Pribadi guru memiliki andil yang besar terhadap keberhasilan pendidikan, terutama dalam pendidikan karakter, yang sangat berperan membentuk pribadi peserta didik. Hal ini dapat dimaklumi karena manusia merupakan makhluk yang mencontoh, termasuk peserta didik mencontoh kepribadian gurunya dalam membentuk pribadinya. Semua itu menunjukkan bahwa kompetensi personal atau kepribadian guru sangat dibutuhkan oleh peserta didik dalam proses pembentukan pribadinya (Mulyasa, 2013: 169). 3. Kendala Penghambat Pengembangan Karakter a.
Kesadaran Diri Peserta Didik Pengembangan karakter peserta didik di SMA Negeri 1 Purbalingga tidak terlepas dari kendala yang dapat menghambat pengembangan karakter. Hambatan tersebut justru muncul dari dalam peserta didik itu sendiri. Kesadaran peserta didik dipengaruhi oleh beberapa latar belakang yang berbeda, seperti yang disampaikan oleh TJW. Latar belakang yang mempengaruhi kesadaran peserta didik biasanya muncul dari persoalan orang tua yang sangat beragam. Faktor selain keluarga biasanya yang menjadi latar belakang selanjutnya bisa dipengaruhi oleh masalah ekonomi. Masalah-masalah ini yang mempengaruhi belajar peserta didik dan penciptaan budaya sekolah berbasis pada karakter dalam upaya mengembangkan karakter peserta didik (wawancara dengan TJW pada 06 Mei 2015). Hal senada diungkapkan oleh AI yang mengatakan pengembangan karakter peserta didik muncul karena ada kemauan dalam diri dan didorong oleh guru dan lingkungan, terutama keluarga atau orang tua karena waktu yang lebih banyak (wawancara 26 Mei 2015). Kesadaran diri peserta didik dipengaruhi oleh faktor eksternal atau faktor dari luar peserta didik. Faktor tersebut berasal dari keluarga dan lingkungan peserta didik tinggal. Hal tersebut dapat menjadi latar belakang peserta didik untuk bertindak atau bersikap. Faktor lingkungan dipengaruhi oleh lingkungan di mana peserta didik itu tinggal, seperti misalnya masyarakat.
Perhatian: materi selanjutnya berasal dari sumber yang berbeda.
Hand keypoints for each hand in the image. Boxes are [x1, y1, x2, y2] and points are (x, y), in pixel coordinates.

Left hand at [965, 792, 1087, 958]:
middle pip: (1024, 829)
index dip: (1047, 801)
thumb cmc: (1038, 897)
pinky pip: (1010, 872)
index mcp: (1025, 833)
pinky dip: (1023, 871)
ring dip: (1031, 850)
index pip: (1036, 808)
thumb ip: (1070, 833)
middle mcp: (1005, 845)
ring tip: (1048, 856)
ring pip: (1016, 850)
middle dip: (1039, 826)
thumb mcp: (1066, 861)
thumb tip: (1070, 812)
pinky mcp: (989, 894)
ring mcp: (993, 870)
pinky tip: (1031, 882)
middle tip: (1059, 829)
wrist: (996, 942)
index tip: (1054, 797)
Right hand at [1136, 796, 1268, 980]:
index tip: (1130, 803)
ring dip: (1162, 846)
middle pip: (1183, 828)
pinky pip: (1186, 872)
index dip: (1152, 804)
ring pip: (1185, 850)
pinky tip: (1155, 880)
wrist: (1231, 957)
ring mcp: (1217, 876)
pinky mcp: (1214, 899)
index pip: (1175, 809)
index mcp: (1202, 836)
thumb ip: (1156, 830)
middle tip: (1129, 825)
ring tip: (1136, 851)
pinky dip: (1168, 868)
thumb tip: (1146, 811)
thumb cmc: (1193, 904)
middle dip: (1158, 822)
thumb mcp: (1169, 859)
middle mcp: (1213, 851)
Jika itu di dalam sekolah maka pengaruh itu dapat dipastikan dari pengaruh pribadi guru. Peserta didik mengakui bahwa kesadaran diri peserta didik dipengaruhi oleh guru. Faktor selain pengaruh guru, pengaruh kesadaran peserta didik terutama berasal dari keluarga masing-masing. Latar belakang yang mempengaruhi kesadaran diri atau pribadi peserta didik di SMA Negeri 1 Purbalingga biasanya muncul dari persoalan keluarga. Pola asuh keluarga dapat membentuk kesadaran dan kepribadian yang baik, namun pola asuh keluarga yang kurang juga cenderung membuat kesadaran atau kepribadian peserta didik menjadi kurang. Faktor selanjutnya yang menyebabkan kesadaran diri peserta didik di
SMA Negeri 1 Purbalingga terkait masalah ekonomi, yang menyebabkan prestasi peserta didik menurun atau tidak semangat. b.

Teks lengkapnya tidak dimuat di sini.